EXCERPTED RECORDS:
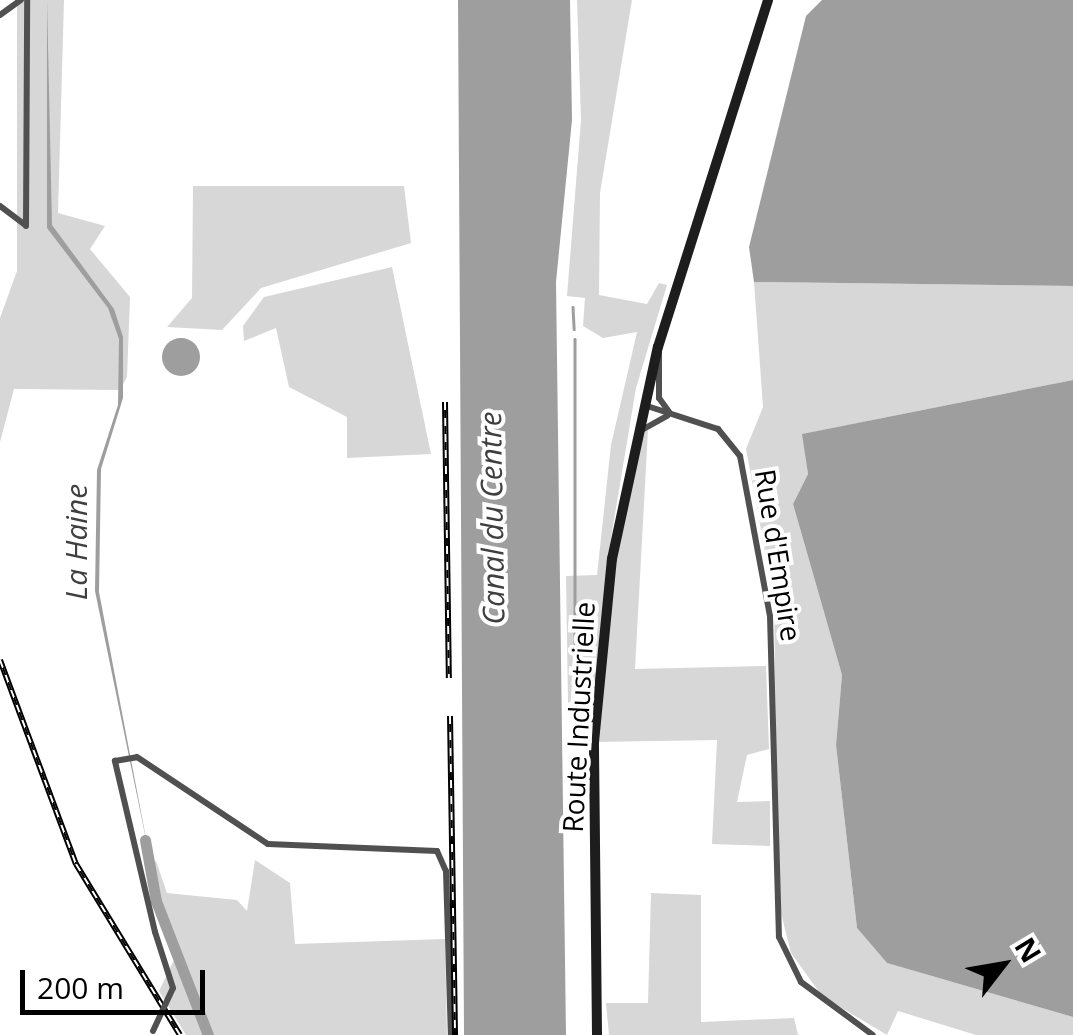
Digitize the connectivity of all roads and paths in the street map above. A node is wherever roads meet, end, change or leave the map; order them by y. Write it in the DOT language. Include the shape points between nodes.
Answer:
graph roads {
  1 [pos="24,0"];
  2 [pos="768,0"];
  3 [pos="0,15"];
  4 [pos="0,206"];
  5 [pos="658,347"];
  6 [pos="642,404"];
  7 [pos="674,416"];
  8 [pos="635,435"];
  9 [pos="151,1033"];
  10 [pos="451,1035"];
  11 [pos="596,1035"];
  12 [pos="874,1035"];
  1 -- 3 [label="street"];
  1 -- 4 [label="street" via="26,226"];
  2 -- 5 [label="main road"];
  5 -- 6 [label="main road"];
  5 -- 7 [label="street" via="658,398"];
  6 -- 7 [label="street, Rue d'Empire"];
  6 -- 8 [label="main road, Route Industrielle"];
  7 -- 8 [label="street"];
  7 -- 12 [label="street, Rue d'Empire" via="725,435 748,493 772,632 773,900 784,952 819,1000"];
  8 -- 11 [label="main road, Route Industrielle" via="596,704"];
  9 -- 10 [label="street, bridge" via="173,988 115,762 137,758 268,844 437,851 446,871"];
}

PROBLEM DETAILS: Pictures are to be left out, while the records are copied word for word.

ANSWER SECTION:
Digitize the connectivity of all roads and paths in the street map above. A node is wherever roads meet, end, change or leave the map; order them by y. Write it in the DOT language. Include the shape points between nodes.
Answer:
graph roads {
  1 [pos="24,0"];
  2 [pos="768,0"];
  3 [pos="0,15"];
  4 [pos="0,206"];
  5 [pos="658,347"];
  6 [pos="642,404"];
  7 [pos="674,416"];
  8 [pos="635,435"];
  9 [pos="151,1033"];
  10 [pos="451,1035"];
  11 [pos="596,1035"];
  12 [pos="874,1035"];
  1 -- 3 [label="street"];
  1 -- 4 [label="street" via="26,226"];
  2 -- 5 [label="main road"];
  5 -- 6 [label="main road"];
  5 -- 7 [label="street" via="658,398"];
  6 -- 7 [label="street, Rue d'Empire"];
  6 -- 8 [label="main road, Route Industrielle"];
  7 -- 8 [label="street"];
  7 -- 12 [label="street, Rue d'Empire" via="725,435 748,493 772,632 773,900 784,952 819,1000"];
  8 -- 11 [label="main road, Route Industrielle" via="596,704"];
  9 -- 10 [label="street, bridge" via="173,988 115,762 137,758 268,844 437,851 446,871"];
}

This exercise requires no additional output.